Lifestyle

I’m Tired of Living a Lie

Posted on

People

As I approach my 42nd birthday in a couple of weeks, I realize that I have been living a lie about relationships for most of those years. No, it isn’t the lie that I need anyone to feel fulfilled. In fact, I’m no longer convinced that IS a lie, actually. Hear me out, please.

Before I dive head-first into this topic, a quick disclaimer: I wrote about codependency in a previous column which, without a careful reading of that column, may seem to the casual reader like I am about to contradict what I said there. However, I was careful to point out in that piece that I am not an advocate of necessarily ending relationships just to cure codependency. My contention was that an ADDICTION to particular relationships is unhealthy, not the relationships themselves. Got it? Ok. Let’s get cracking.
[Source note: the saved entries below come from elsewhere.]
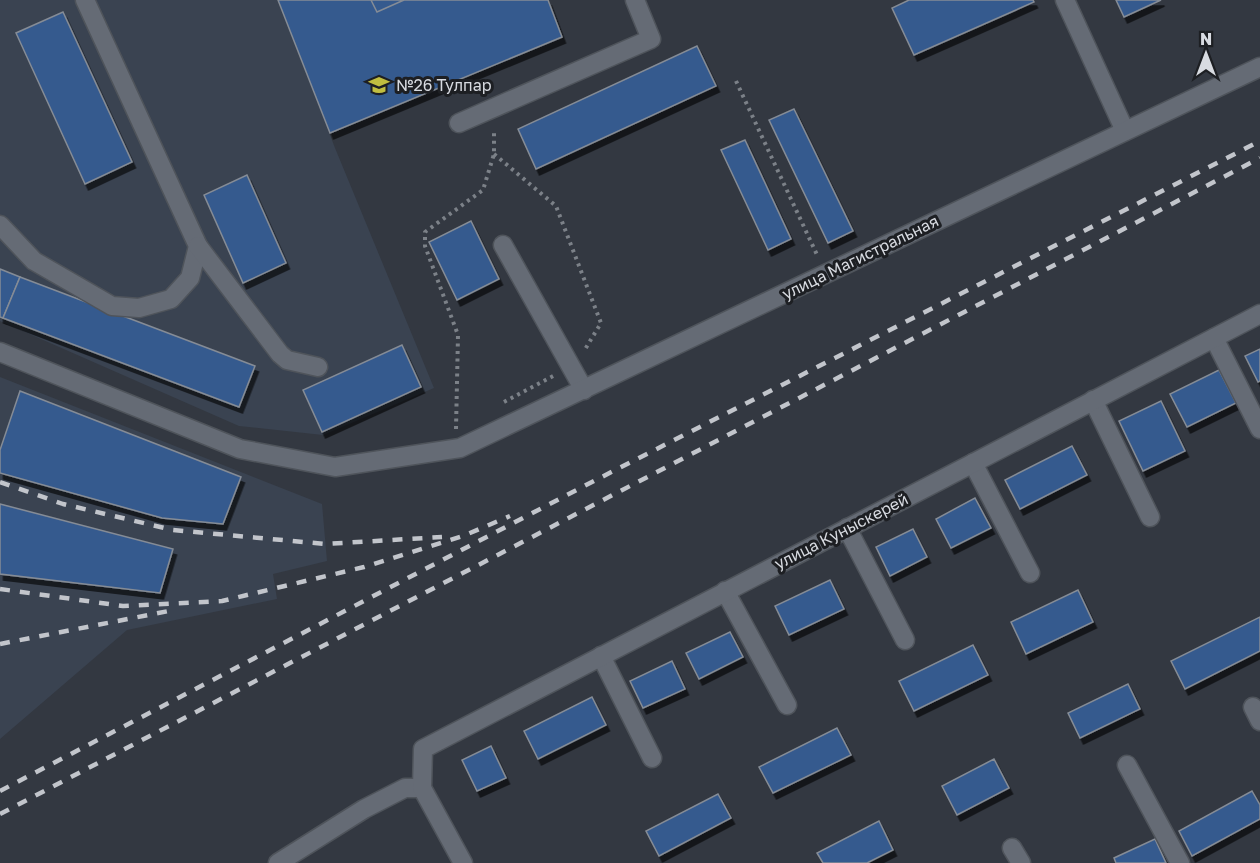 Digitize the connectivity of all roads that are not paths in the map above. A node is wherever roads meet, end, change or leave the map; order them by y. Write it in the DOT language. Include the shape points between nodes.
graph roads {
  1 [pos="85,0"];
  2 [pos="635,0"];
  3 [pos="1065,0"];
  4 [pos="1260,67"];
  5 [pos="459,123"];
  6 [pos="1125,131"];
  7 [pos="0,225"];
  8 [pos="503,245"];
  9 [pos="198,246"];
  10 [pos="1260,314"];
  11 [pos="1214,338"];
  12 [pos="0,352"];
  13 [pos="318,367"];
  14 [pos="584,390"];
  15 [pos="1094,400"];
  16 [pos="1260,429"];
  17 [pos="973,463"];
  18 [pos="1150,516"];
  19 [pos="847,528"];
  20 [pos="1030,573"];
  21 [pos="725,591"];
  22 [pos="905,640"];
  23 [pos="601,656"];
  24 [pos="788,705"];
  25 [pos="652,758"];
  26 [pos="1127,765"];
  27 [pos="422,788"];
  28 [pos="278,863"];
  29 [pos="463,863"];
  30 [pos="1180,863"];
  1 -- 9 [label="street"];
  2 -- 5 [label="street" via="651,39"];
  3 -- 6 [label="street"];
  4 -- 6 [label="street, улица Магистральная"];
  6 -- 14 [label="street, улица Магистральная"];
  7 -- 9 [label="street" via="34,261 112,306 140,308 171,299 190,278"];
  8 -- 14 [label="street"];
  9 -- 13 [label="street" via="280,354 287,360"];
  10 -- 11 [label="street, улица Куныскерей"];
  11 -- 15 [label="street, улица Куныскерей"];
  11 -- 16 [label="street"];
  12 -- 14 [label="street, улица Магистральная" via="240,449 335,467 460,448"];
  15 -- 17 [label="street, улица Куныскерей"];
  15 -- 18 [label="street"];
  17 -- 19 [label="street, улица Куныскерей"];
  17 -- 20 [label="street"];
  19 -- 21 [label="street, улица Куныскерей"];
  19 -- 22 [label="street"];
  21 -- 23 [label="street, улица Куныскерей"];
  21 -- 24 [label="street"];
  23 -- 25 [label="street"];
  23 -- 27 [label="street, улица Куныскерей" via="423,749"];
  26 -- 30 [label="street"];
  27 -- 28 [label="street" via="405,788 364,809"];
  27 -- 29 [label="street"];
}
I have been shamed for many years for feeling like I need someone in my life in order to feel complete. Most of this shaming, by the way, has come from counselors and “relationship professionals” (including ministers) who believe that we should only need ourselves and/or God to feel complete. That made so much sense to me for so long that I began preaching that message myself, but I have to tell you that it dawned on me recently that I was missing something in that narrative that I couldn’t quite identify.

Yes, we should learn to love ourselves and accept ourselves and forgive ourselves for the mistakes we have made. I won’t argue that point, but I will argue that we should not do all of that to the complete exclusion of others. After really thinking through this, I don’t believe that only needing yourself and God is even Biblical.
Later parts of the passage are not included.